**Work instruction:** Take each line of the data that contains the string "Egge" and copy it.

BEGIN Data under study

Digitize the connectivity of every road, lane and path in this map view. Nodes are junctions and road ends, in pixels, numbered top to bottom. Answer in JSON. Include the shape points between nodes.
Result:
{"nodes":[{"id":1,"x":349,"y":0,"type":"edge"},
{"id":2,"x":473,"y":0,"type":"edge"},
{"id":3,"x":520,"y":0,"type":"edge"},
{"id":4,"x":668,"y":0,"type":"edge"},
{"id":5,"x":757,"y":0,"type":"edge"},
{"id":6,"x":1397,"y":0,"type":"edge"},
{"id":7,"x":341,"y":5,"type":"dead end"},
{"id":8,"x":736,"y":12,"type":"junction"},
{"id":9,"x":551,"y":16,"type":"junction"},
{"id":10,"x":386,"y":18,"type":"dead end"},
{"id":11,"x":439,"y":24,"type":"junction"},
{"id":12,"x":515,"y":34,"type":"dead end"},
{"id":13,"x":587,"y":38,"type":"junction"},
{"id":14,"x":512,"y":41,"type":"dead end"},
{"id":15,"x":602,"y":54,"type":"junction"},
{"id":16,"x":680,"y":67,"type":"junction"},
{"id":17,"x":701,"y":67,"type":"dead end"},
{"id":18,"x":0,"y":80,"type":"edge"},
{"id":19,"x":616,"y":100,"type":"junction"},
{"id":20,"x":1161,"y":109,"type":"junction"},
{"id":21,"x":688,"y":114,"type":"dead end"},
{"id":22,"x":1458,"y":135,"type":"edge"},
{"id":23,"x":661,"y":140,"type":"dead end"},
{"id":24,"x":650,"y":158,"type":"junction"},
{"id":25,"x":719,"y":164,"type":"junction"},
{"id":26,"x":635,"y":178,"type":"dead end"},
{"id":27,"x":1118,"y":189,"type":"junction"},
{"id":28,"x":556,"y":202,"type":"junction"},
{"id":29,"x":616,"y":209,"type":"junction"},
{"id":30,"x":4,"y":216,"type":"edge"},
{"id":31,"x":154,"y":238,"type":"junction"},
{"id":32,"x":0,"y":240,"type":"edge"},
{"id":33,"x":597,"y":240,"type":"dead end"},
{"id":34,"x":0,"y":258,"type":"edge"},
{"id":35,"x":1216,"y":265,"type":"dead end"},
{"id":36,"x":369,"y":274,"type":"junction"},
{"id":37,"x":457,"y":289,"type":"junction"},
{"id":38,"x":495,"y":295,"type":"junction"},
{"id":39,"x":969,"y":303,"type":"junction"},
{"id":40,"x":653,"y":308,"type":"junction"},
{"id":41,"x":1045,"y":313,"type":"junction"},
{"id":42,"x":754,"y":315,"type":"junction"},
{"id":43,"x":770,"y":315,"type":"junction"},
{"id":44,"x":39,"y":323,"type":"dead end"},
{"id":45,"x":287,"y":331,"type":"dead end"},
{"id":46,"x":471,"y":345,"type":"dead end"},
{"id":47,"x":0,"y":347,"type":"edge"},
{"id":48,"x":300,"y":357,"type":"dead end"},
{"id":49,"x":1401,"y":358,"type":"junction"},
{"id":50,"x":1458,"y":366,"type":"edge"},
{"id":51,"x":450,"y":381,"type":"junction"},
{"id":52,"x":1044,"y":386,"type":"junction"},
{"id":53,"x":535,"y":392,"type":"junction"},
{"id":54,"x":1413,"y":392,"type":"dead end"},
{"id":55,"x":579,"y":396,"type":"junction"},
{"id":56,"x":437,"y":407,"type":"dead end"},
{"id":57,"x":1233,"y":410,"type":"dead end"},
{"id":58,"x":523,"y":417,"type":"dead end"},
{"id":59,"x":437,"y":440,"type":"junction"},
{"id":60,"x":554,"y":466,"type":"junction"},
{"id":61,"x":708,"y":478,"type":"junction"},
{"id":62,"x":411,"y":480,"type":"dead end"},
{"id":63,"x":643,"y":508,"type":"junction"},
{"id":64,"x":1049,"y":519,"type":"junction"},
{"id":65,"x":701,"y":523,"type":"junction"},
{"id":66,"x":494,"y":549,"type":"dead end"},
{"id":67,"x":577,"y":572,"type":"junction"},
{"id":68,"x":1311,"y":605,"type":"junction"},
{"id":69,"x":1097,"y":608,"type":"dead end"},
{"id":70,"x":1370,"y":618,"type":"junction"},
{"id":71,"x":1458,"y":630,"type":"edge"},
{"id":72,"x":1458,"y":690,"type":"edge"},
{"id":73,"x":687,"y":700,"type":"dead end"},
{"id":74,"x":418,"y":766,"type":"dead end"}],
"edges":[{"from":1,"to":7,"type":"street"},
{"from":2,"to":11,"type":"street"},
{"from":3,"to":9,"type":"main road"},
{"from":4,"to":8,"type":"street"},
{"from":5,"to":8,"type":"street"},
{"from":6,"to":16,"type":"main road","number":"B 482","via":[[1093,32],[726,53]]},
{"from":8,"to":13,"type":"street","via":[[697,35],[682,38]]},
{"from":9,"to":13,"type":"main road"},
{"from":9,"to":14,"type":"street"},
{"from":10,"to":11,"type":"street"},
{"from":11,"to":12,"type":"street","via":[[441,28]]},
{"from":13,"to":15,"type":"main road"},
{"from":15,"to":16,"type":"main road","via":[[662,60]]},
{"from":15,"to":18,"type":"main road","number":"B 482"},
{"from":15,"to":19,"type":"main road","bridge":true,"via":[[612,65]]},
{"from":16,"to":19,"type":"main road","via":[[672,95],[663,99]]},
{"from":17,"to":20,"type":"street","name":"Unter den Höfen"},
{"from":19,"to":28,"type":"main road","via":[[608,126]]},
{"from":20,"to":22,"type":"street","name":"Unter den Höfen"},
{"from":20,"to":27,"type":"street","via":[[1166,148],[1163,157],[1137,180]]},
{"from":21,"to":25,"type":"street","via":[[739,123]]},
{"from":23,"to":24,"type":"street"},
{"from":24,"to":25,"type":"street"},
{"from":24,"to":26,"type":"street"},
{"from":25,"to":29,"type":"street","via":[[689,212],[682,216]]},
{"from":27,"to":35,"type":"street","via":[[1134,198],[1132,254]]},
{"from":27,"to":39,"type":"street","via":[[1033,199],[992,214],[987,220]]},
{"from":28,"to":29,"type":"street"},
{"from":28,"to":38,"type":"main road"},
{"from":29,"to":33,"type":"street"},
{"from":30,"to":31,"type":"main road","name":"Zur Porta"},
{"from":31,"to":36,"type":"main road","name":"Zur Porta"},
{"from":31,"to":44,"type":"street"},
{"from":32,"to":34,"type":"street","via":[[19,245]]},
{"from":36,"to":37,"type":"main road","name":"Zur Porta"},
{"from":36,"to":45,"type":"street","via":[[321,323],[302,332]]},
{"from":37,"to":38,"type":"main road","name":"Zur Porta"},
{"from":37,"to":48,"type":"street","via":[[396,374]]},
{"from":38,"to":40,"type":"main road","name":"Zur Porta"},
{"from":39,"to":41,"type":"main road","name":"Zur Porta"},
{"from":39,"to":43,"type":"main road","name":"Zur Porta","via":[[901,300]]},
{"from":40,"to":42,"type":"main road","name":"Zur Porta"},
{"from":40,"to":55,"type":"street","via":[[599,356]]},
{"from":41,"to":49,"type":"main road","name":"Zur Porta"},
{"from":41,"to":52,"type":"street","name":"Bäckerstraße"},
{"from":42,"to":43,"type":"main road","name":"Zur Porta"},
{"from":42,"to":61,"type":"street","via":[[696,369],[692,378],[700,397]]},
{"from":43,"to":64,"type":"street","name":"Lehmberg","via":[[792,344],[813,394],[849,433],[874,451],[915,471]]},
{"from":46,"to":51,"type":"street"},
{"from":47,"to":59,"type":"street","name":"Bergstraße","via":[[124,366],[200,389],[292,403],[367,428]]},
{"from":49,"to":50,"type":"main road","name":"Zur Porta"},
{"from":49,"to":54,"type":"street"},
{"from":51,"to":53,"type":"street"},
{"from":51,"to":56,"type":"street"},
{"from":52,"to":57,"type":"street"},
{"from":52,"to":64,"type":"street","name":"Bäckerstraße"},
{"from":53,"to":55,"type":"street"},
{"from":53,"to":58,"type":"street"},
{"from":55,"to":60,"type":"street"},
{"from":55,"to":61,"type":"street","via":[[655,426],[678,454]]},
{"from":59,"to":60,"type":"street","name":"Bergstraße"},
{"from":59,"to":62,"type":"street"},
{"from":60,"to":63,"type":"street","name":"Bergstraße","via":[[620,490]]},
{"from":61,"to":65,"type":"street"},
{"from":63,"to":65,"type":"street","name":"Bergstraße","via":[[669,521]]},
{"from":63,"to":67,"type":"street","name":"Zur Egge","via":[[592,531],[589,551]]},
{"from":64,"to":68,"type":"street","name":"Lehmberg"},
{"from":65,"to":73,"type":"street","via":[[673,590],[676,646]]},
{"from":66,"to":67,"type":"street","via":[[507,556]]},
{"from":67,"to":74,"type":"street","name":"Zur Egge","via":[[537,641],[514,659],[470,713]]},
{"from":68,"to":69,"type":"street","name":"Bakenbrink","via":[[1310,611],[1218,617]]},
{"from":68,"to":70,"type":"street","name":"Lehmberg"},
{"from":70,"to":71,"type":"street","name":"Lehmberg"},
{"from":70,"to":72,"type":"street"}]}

END Data under study

**Answer box:**
{"from":63,"to":67,"type":"street","name":"Zur Egge","via":[[592,531],[589,551]]},
{"from":67,"to":74,"type":"street","name":"Zur Egge","via":[[537,641],[514,659],[470,713]]},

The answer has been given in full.